The impacts of transport challenges on disabled people’s lives can be devastating, a recently published research report shows.

The report “Disabled people’s experiences of transport in Aotearoa New Zealand” highlights the ongoing challenges disabled people face using transport in New Zealand and the need for a paradigm shift in the way that the transport sector provides for disabled people.

It is the result of a collaborative research project involving disabled people and transport consultants. The Disabled Persons Assembly worked with transport consultants MRCagney, Cawthorn Consulting, and academic Dr Lisa Stafford from the University of Tasmania. The research included surveys, workshops, a review of literature, and recommendations for policy and practice.

“Many of the stories reported in the research are really confronting,” MRCagney Principal Researcher Dr Bridget Doran says. “Disabled people tell of not being able to use footpaths, extensive abuse of mobility parking spaces, and challenges using public transport including buses not stopping to collect them.”

“Taxis are expensive but necessary for many disabled people.  There’s a Total Mobility scheme which provides subsidised taxis, but even with this subsidy, traveling by taxi is unaffordable for many. Then mobility taxis are not always available and they need to be booked in advance so travel cannot be spontaneous.

“Ultimately the impact of transport challenges on disabled people’s lives can be devastating.”

DPA Chief Executive Prudence Walker says the impact is on all aspects of disabled people’s lives.

“Disabled people’s social and well-being status is demonstrably worse than their non-disabled peers across: income, educational achievement, health, wellbeing and social participation indicators.

“Transport is key to participating in the community; to accessing jobs, schools, healthcare, leisure, meeting with friends, and just living life.

“Every unusable footpath, bus that doesn’t stop, unavailable and unaffordable taxi, is yet another barrier to disabled people’s participation.

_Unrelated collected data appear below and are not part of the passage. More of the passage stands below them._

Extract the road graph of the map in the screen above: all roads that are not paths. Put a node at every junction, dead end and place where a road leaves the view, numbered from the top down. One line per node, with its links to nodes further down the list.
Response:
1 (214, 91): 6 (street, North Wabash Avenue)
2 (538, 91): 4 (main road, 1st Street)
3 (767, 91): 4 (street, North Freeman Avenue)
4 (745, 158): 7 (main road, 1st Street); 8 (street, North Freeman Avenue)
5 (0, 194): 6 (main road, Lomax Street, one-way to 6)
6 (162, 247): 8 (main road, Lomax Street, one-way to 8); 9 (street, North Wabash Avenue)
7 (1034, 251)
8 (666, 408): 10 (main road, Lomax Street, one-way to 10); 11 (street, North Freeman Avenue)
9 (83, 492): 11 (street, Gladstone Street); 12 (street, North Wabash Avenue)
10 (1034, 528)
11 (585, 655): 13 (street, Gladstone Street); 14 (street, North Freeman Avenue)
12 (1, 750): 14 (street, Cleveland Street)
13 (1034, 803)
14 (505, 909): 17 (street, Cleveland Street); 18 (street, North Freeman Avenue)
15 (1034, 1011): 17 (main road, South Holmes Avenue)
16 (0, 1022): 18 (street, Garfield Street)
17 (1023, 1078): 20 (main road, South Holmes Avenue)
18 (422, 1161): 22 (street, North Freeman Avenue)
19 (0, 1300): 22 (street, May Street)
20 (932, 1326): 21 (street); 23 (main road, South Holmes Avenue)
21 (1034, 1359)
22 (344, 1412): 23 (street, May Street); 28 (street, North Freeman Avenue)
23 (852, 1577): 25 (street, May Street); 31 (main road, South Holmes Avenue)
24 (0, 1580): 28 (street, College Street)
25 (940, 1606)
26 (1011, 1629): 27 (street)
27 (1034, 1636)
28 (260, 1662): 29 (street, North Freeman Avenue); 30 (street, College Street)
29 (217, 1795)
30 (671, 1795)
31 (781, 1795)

“What this report illustrates is a transport sector that often excludes disabled people and is a significant contributor to the inequities disabled people experience.”

“To make meaningful change, engineers and planners need to work with disabled people, as we have worked with MRCagney in the research for this report.”

The report recommends a paradigm shift in the way that the transport sector provides for disabled people.

“Inclusive access should be at the heart of transport policy,” Dr Doran says.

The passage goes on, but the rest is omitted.